Here’s Robin Hanson on education:
School can have people practice habits that will be useful in jobs, such as showing up on time, doing what you are told…figuring out ambiguous instructions and accepting being frequently and publicly ranked…Schools work best when they set up [a] process wherein students practice modern workplace habits.
what the bourgeoisie has installed as its number-one, i.e. as its dominant Ideological State Apparatus, is the educational apparatus…it is by an apprenticeship in a variety of know-how wrapped up in the massive inculcation of the ideology of the ruling class that the relations of production in a capitalist social formation, i.e. the relations of exploited to exploiters and exploiters to exploited, are largely reproduced. The mechanisms which produce this vital result for the capitalist regime are naturally covered up and concealed by a universally reigning ideology of the School, universally reigning because it is one of the essential forms of the ruling bourgeois ideology: an ideology which represents the School as a neutral environment purged of ideology.
And here’s Harry Braverman from 1974:
It is…not so much what the child learns that is important as what he or she becomes wise to. In school the child and adolescent practice what they will later be called upon to do as adults; the conformity to routines, the manner in which they will be expected to snatch from the fast-moving machinery their needs and wants. (Labor and Monopoly Capital, p 287)
Robin would, I guess, reach for the holy water and crucifix on learning this, but his idea is an orthodox Marxian one.
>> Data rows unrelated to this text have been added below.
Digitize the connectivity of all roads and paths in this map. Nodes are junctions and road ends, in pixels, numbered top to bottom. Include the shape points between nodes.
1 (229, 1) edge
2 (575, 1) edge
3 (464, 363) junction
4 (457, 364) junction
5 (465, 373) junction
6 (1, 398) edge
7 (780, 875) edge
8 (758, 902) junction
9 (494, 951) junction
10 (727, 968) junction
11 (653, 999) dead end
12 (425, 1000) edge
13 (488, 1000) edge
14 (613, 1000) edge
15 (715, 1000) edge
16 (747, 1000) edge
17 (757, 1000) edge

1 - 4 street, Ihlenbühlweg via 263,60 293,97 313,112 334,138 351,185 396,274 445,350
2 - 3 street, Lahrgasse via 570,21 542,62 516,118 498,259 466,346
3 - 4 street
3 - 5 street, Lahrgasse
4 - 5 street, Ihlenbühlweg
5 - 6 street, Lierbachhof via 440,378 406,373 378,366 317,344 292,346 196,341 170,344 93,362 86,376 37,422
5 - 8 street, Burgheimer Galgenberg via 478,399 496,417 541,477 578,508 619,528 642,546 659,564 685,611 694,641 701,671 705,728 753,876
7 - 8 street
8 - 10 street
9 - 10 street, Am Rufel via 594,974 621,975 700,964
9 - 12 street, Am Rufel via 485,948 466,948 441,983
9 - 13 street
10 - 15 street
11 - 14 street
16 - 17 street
I don’t say this to embarrass him. Quite the opposite. I do so to point out that Marxists and libertarians have much in common. We both believe that freedom is a – the? – great good; Marxists, though, more than right-libertarians, are also troubled by non-state coercion. We are both sceptical about whether state power can be used benignly. And for both of us, the ideal is a withering away of the state. In these regards, Marxists probably have more in common with right-libertarians than with social democrats; Unlearning Economics has charged right libertarians with being “lazy Marxists.”
Of course, there are obvious differences between us – not least about the causes of poverty and historical nature (and definition!) of capitalism. My point is simply that we have some things in common. However, whereas Marxists have engaged intelligently with right-libertarianism, the opposite has, AFAIK, not been the case – as Robin and Bryan’s ignorance of the intellectual history of Robin’s theory of schooling demonstrates. This is perhaps regrettable.